▶ **Goal of the exercise**
Using the string "roads" as the key, pull each matching line out of the records below.

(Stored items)
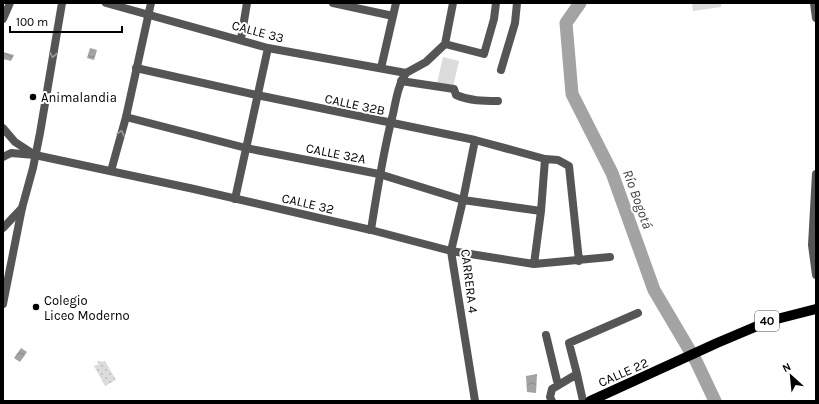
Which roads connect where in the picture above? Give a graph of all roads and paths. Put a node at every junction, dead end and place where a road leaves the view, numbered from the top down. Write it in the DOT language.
graph roads {
  1 [pos="10,3"];
  2 [pos="62,3"];
  3 [pos="106,3"];
  4 [pos="151,3"];
  5 [pos="248,3"];
  6 [pos="333,3"];
  7 [pos="396,3"];
  8 [pos="453,3"];
  9 [pos="496,3"];
  10 [pos="517,3"];
  11 [pos="814,3"];
  12 [pos="148,14"];
  13 [pos="393,16"];
  14 [pos="816,18"];
  15 [pos="3,19"];
  16 [pos="241,39"];
  17 [pos="445,44"];
  18 [pos="268,48"];
  19 [pos="136,68"];
  20 [pos="381,68"];
  21 [pos="501,70"];
  22 [pos="406,73"];
  23 [pos="401,81"];
  24 [pos="257,95"];
  25 [pos="498,101"];
  26 [pos="126,117"];
  27 [pos="390,124"];
  28 [pos="3,128"];
  29 [pos="475,140"];
  30 [pos="246,148"];
  31 [pos="35,155"];
  32 [pos="3,157"];
  33 [pos="545,159"];
  34 [pos="111,171"];
  35 [pos="379,174"];
  36 [pos="816,174"];
  37 [pos="235,199"];
  38 [pos="463,200"];
  39 [pos="22,208"];
  40 [pos="541,211"];
  41 [pos="815,215"];
  42 [pos="3,228"];
  43 [pos="371,230"];
  44 [pos="451,251"];
  45 [pos="610,257"];
  46 [pos="579,260"];
  47 [pos="534,264"];
  48 [pos="816,275"];
  49 [pos="3,304"];
  50 [pos="816,309"];
  51 [pos="638,313"];
  52 [pos="546,335"];
  53 [pos="577,374"];
  54 [pos="558,384"];
  55 [pos="475,401"];
  56 [pos="552,401"];
  57 [pos="583,401"];
  58 [pos="590,401"];
  1 -- 15 [label="street"];
  2 -- 31 [label="street, one-way"];
  3 -- 12 [label="street, CALLE 33"];
  4 -- 12 [label="street"];
  5 -- 16 [label="street"];
  6 -- 13 [label="street"];
  7 -- 13 [label="street"];
  8 -- 17 [label="street"];
  9 -- 17 [label="street"];
  10 -- 21 [label="street"];
  11 -- 14 [label="street"];
  12 -- 16 [label="street, CALLE 33"];
  12 -- 19 [label="street"];
  13 -- 20 [label="street"];
  16 -- 18 [label="street, CALLE 33"];
  17 -- 22 [label="street"];
  18 -- 20 [label="street, CALLE 33"];
  18 -- 24 [label="street"];
  19 -- 24 [label="street, CALLE 32B"];
  19 -- 26 [label="street"];
  20 -- 22 [label="street, CALLE 33"];
  22 -- 23 [label="street"];
  23 -- 25 [label="street"];
  23 -- 27 [label="street"];
  24 -- 27 [label="street, CALLE 32B"];
  24 -- 30 [label="street"];
  26 -- 30 [label="street, CALLE 32A"];
  34 -- 26 [label="street, one-way"];
  27 -- 29 [label="street, CALLE 32B"];
  27 -- 35 [label="street"];
  28 -- 31 [label="street"];
  29 -- 33 [label="street, CALLE 32B"];
  29 -- 38 [label="street, CARRERA 4"];
  30 -- 35 [label="street, CALLE 32A"];
  30 -- 37 [label="street"];
  31 -- 32 [label="street, CALLE 32"];
  31 -- 34 [label="street, CALLE 32"];
  31 -- 39 [label="street"];
  33 -- 40 [label="street"];
  33 -- 46 [label="street, CALLE 32B"];
  34 -- 37 [label="street, CALLE 32"];
  35 -- 38 [label="street, CALLE 32A"];
  35 -- 43 [label="street"];
  36 -- 41 [label="street"];
  37 -- 43 [label="street, CALLE 32"];
  38 -- 40 [label="street, CALLE 32A"];
  38 -- 44 [label="street, CARRERA 4"];
  39 -- 42 [label="street"];
  39 -- 49 [label="street"];
  40 -- 47 [label="street"];
  41 -- 48 [label="street"];
  43 -- 44 [label="street, CALLE 32"];
  44 -- 47 [label="street, CALLE 32"];
  44 -- 55 [label="street, CARRERA 4"];
  45 -- 46 [label="street, CALLE 32"];
  46 -- 47 [label="street, CALLE 32"];
  50 -- 58 [label="main road, CALLE 22 / 40"];
  51 -- 53 [label="street"];
  52 -- 54 [label="street"];
  53 -- 54 [label="street"];
  53 -- 57 [label="street"];
  54 -- 56 [label="street"];
}
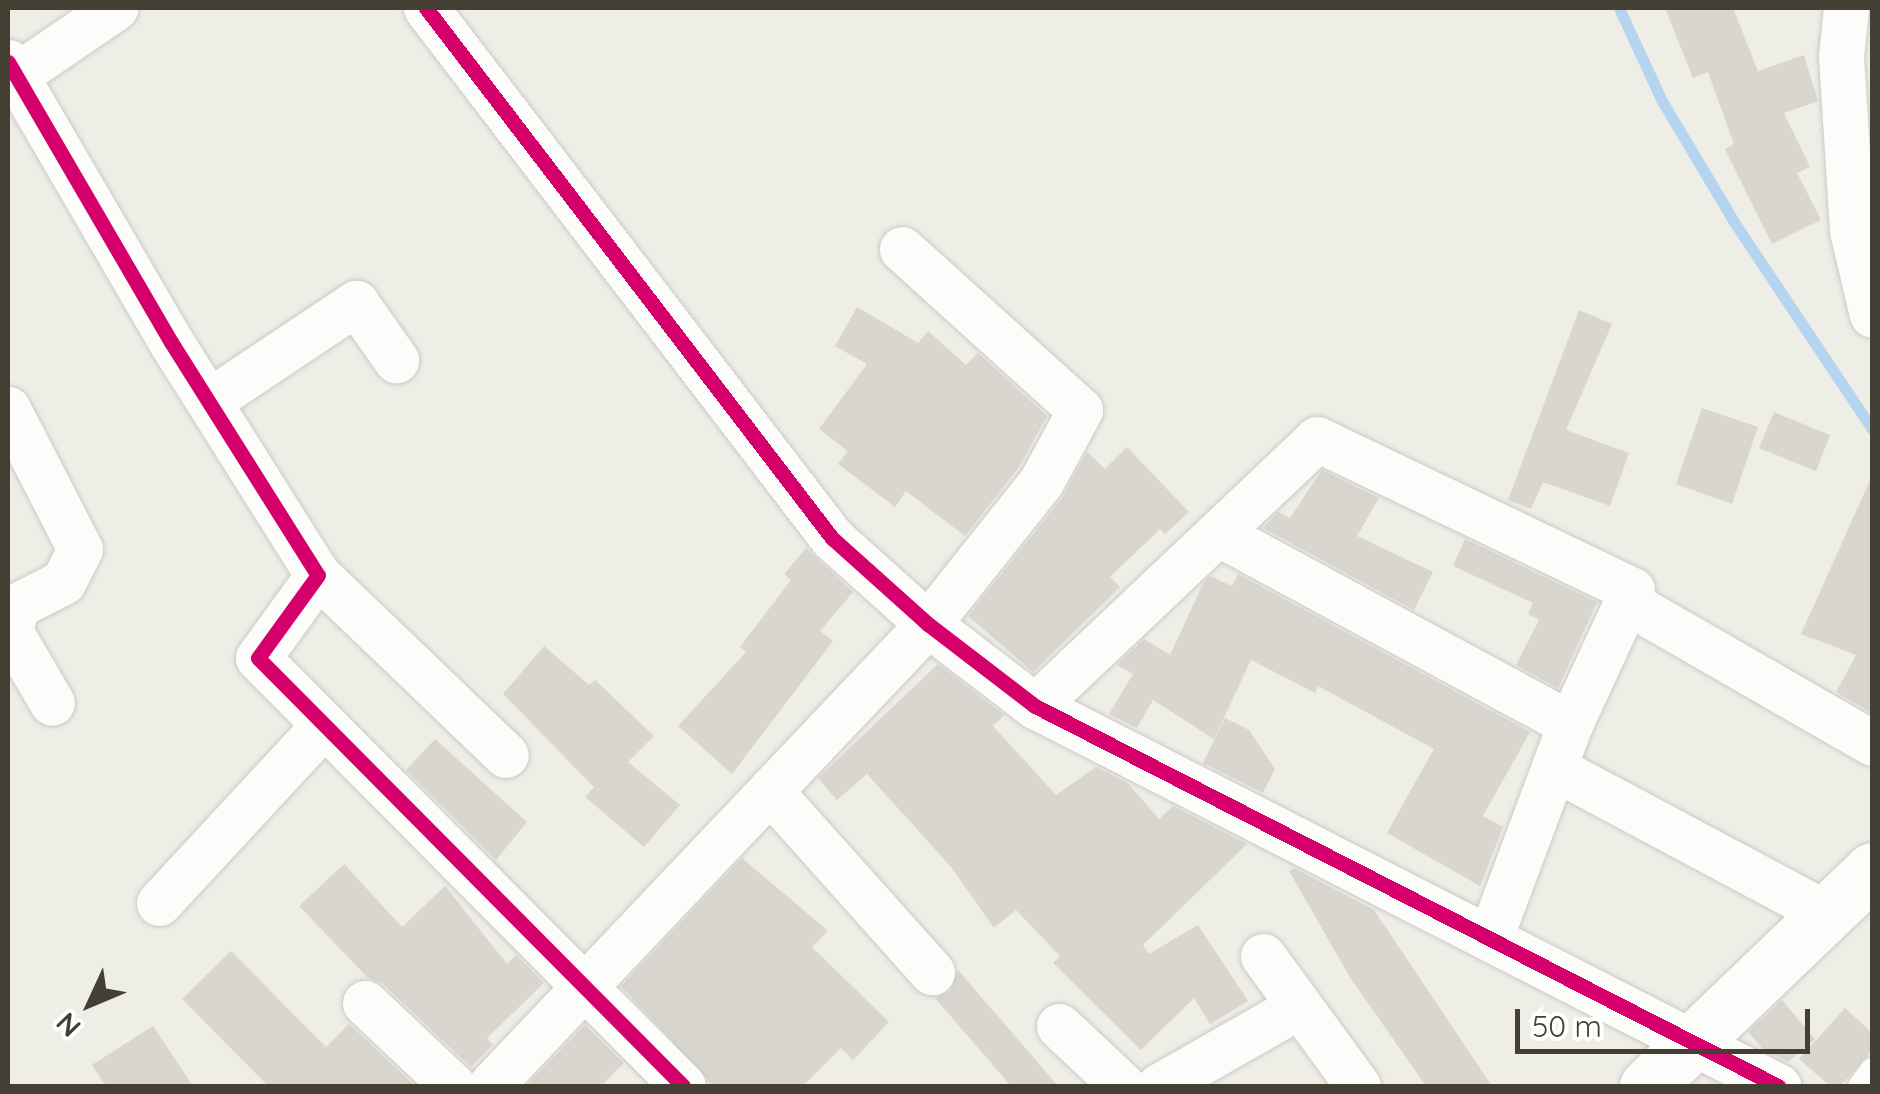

▶ **Completed task**
Which roads connect where in the picture above? Give a graph of all roads and paths. Put a node at every junction, dead end and place where a road leaves the view, numbered from the top down. Write it in the DOT language.
graph roads {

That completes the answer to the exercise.